((

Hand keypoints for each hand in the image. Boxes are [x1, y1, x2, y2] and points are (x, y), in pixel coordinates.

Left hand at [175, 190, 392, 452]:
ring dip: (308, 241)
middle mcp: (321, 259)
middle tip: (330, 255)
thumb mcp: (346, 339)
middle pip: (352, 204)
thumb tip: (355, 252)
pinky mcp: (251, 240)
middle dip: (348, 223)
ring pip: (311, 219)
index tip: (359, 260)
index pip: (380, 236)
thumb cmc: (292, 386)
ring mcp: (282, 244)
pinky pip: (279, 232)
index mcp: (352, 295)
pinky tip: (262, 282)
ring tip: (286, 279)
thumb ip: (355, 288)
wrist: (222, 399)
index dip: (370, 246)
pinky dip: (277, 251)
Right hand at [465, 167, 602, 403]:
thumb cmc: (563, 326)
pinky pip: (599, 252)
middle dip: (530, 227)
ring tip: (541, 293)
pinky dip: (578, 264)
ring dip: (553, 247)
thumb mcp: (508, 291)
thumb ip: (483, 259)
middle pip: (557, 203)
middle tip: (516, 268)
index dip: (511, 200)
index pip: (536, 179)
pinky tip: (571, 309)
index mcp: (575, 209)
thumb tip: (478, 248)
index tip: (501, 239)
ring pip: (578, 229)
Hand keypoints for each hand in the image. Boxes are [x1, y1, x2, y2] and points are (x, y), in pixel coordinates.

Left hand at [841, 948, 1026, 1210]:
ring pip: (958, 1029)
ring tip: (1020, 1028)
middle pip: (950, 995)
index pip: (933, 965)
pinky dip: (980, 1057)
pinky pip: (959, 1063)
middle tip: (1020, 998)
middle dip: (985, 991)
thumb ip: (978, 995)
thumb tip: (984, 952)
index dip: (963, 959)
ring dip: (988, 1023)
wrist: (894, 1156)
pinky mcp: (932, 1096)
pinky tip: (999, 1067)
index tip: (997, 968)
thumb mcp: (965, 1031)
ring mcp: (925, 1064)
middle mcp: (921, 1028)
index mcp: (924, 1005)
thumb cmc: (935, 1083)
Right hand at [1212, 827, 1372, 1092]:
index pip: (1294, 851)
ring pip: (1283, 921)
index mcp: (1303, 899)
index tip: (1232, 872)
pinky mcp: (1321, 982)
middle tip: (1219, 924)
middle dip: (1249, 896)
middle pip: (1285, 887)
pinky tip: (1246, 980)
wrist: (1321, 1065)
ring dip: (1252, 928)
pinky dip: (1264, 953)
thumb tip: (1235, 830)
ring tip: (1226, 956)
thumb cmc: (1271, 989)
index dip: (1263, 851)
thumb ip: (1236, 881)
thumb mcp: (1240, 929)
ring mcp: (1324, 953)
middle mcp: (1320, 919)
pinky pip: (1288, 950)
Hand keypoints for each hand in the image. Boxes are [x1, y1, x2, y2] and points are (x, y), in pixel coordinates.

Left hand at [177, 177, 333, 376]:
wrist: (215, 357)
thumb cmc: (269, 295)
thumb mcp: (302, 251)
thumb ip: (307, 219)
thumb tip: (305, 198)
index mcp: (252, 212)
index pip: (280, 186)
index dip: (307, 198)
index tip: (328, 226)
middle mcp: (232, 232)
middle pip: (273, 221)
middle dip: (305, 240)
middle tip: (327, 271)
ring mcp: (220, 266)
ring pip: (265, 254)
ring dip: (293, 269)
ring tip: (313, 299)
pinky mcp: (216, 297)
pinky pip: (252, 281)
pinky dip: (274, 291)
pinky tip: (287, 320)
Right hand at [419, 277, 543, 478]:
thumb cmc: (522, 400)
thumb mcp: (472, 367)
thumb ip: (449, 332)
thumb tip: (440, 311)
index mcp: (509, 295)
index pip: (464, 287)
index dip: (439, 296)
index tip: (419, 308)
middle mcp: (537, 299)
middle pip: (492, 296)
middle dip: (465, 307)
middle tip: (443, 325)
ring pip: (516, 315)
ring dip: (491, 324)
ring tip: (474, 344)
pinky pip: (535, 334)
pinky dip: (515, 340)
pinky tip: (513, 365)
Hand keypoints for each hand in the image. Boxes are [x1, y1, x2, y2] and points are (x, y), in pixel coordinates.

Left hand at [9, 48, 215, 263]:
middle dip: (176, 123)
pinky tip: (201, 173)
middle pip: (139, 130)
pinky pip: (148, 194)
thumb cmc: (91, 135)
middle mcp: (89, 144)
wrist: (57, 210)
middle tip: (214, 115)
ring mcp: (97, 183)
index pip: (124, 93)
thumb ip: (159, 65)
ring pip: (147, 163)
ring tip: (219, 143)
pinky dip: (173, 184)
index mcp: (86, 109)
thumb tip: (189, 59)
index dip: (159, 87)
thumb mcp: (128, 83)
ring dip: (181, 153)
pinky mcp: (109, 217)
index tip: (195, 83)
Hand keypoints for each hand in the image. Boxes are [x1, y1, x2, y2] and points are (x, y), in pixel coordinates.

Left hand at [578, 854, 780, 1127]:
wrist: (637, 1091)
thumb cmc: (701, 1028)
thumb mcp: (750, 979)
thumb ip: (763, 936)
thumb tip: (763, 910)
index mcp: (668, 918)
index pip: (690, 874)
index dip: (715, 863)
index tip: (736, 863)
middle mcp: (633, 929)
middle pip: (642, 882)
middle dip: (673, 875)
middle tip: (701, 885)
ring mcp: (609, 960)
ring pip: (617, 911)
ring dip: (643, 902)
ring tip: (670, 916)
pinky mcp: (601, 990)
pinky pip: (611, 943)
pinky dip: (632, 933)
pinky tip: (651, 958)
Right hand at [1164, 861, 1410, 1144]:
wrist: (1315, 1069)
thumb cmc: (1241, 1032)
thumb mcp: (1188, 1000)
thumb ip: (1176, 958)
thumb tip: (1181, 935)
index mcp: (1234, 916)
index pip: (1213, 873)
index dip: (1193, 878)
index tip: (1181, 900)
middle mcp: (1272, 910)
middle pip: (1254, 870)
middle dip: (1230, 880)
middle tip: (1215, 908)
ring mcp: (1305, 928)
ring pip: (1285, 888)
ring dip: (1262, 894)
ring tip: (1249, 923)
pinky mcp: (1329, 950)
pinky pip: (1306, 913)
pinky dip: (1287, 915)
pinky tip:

))

## [EXERCISE]
Which lines above run from the one containing "ring pip: (578, 229)" down to the one containing "index pip: (280, 186)"? Repeat exactly those, both ends included, and nothing else.

## [RESULT FOR THIS EXERCISE]
ring pip: (578, 229)
Hand keypoints for each hand in the image. Boxes are [x1, y1, x2, y2] and points are (x, y), in pixel coordinates.

Left hand at [841, 948, 1026, 1210]:
ring pip: (958, 1029)
ring tip: (1020, 1028)
middle pip: (950, 995)
index pip: (933, 965)
pinky dip: (980, 1057)
pinky pip: (959, 1063)
middle tip: (1020, 998)
middle dip: (985, 991)
thumb ip: (978, 995)
thumb tip: (984, 952)
index dip: (963, 959)
ring dip: (988, 1023)
wrist: (894, 1156)
pinky mcp: (932, 1096)
pinky tip: (999, 1067)
index tip: (997, 968)
thumb mcp: (965, 1031)
ring mcp: (925, 1064)
middle mcp: (921, 1028)
index mcp: (924, 1005)
thumb cmc: (935, 1083)
Right hand at [1212, 827, 1372, 1092]:
index pip: (1294, 851)
ring pip: (1283, 921)
index mcp: (1303, 899)
index tip: (1232, 872)
pinky mcp: (1321, 982)
middle tip: (1219, 924)
middle dip: (1249, 896)
middle pip: (1285, 887)
pinky tip: (1246, 980)
wrist: (1321, 1065)
ring dip: (1252, 928)
pinky dip: (1264, 953)
thumb tip: (1235, 830)
ring tip: (1226, 956)
thumb cmc: (1271, 989)
index dip: (1263, 851)
thumb ip: (1236, 881)
thumb mcp: (1240, 929)
ring mcp: (1324, 953)
middle mcp: (1320, 919)
pinky pip: (1288, 950)
Hand keypoints for each hand in the image. Boxes are [x1, y1, x2, y2] and points are (x, y), in pixel coordinates.

Left hand at [177, 177, 333, 376]:
wrist: (215, 357)
thumb cmc: (269, 295)
thumb mcp: (302, 251)
thumb ip: (307, 219)
thumb tip: (305, 198)
index mcp: (252, 212)
index pip: (280, 186)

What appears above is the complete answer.